In the wake of the loss, the three-year business plan includes, a cost restructuring programme, changes to the network and fleet, and benchmarking by independent advisors. The new CEO is Cramer Ball, a certified accountant and an airline executive who has worked at senior levels in international, domestic and regional aviation, according to Jet.
“We need to take stringent measures to ensure our success in this challenging and competitive aviation industry. There can be no short-term solutions. The changes required will take time to implement,” says Jet’s chairman, Naresh Goyal. Following an cost benchmarking study by independent advisors, Jet Airways has established a taskforce to implement a major restructuring of the business. The fleet changes are to include, the standardisation and reconfiguration of the Boeing 737 fleet and changes to the airline’s Boeing 777 and Airbus A330 fleets.
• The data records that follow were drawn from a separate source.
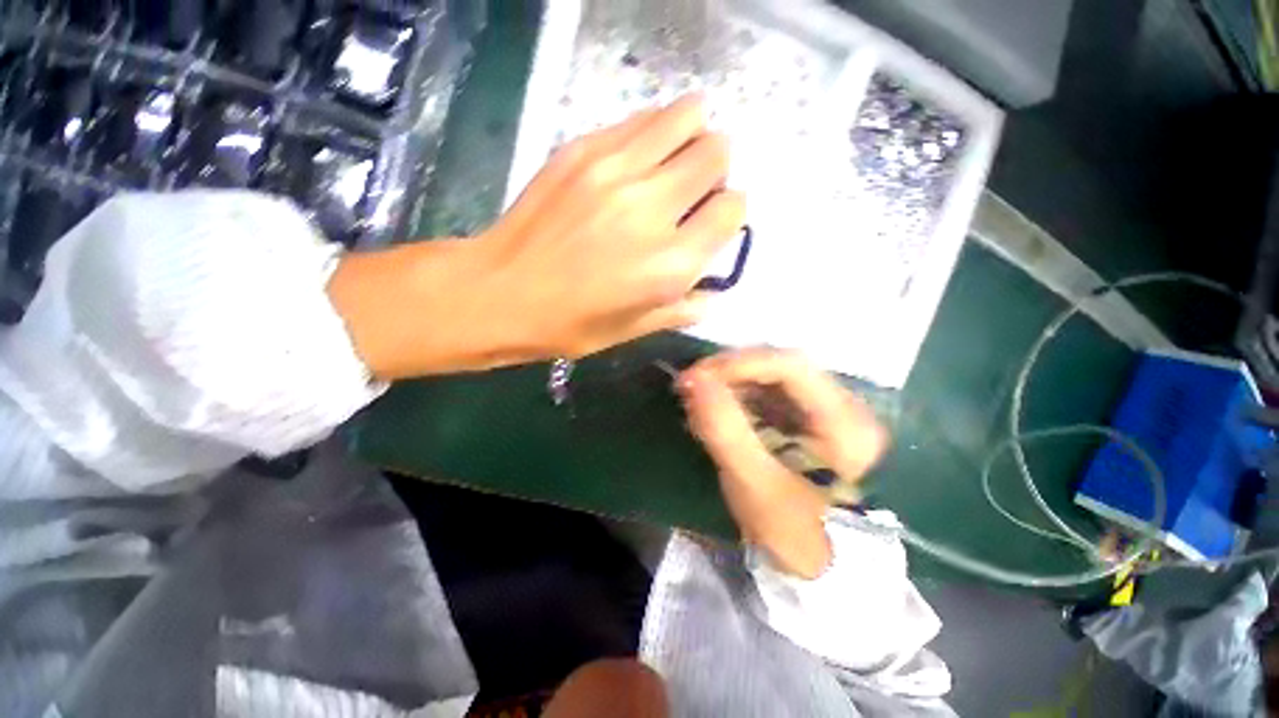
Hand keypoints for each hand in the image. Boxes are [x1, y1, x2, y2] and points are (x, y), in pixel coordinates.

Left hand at [480, 94, 743, 358]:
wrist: (501, 292)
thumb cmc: (571, 323)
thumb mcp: (634, 329)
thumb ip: (682, 309)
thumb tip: (709, 291)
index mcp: (670, 264)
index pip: (732, 208)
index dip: (727, 215)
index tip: (709, 224)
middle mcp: (652, 209)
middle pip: (717, 153)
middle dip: (714, 172)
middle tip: (690, 191)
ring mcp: (615, 170)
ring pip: (686, 117)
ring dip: (691, 138)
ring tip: (671, 163)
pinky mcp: (582, 149)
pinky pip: (640, 119)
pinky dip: (653, 133)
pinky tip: (637, 159)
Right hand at [678, 349, 888, 578]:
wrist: (822, 569)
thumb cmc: (796, 535)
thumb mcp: (755, 486)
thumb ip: (724, 429)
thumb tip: (692, 379)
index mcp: (846, 423)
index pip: (790, 366)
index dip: (739, 364)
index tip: (695, 377)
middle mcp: (843, 405)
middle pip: (779, 366)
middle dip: (729, 372)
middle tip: (689, 386)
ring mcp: (823, 410)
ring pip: (768, 376)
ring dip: (728, 382)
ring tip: (696, 400)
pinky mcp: (804, 419)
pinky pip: (765, 393)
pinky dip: (734, 396)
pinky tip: (713, 411)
Airline advisors, Seabury has completed a long-term network and fleet plan which will be implemented for Jet’s domestic and international operations. Etihad Airways has taken an 24 per cent equity stake in Jet, worth $750 million. Etihad’s president and chief executive officer, James Hogan, and its chief financial officer, James Rigney, attended the board meeting for the first time. Hogan says: “We are a long-term strategic investor and committed to supporting Jet Airways as it re-engineers its business to achieve sustainable profitability.”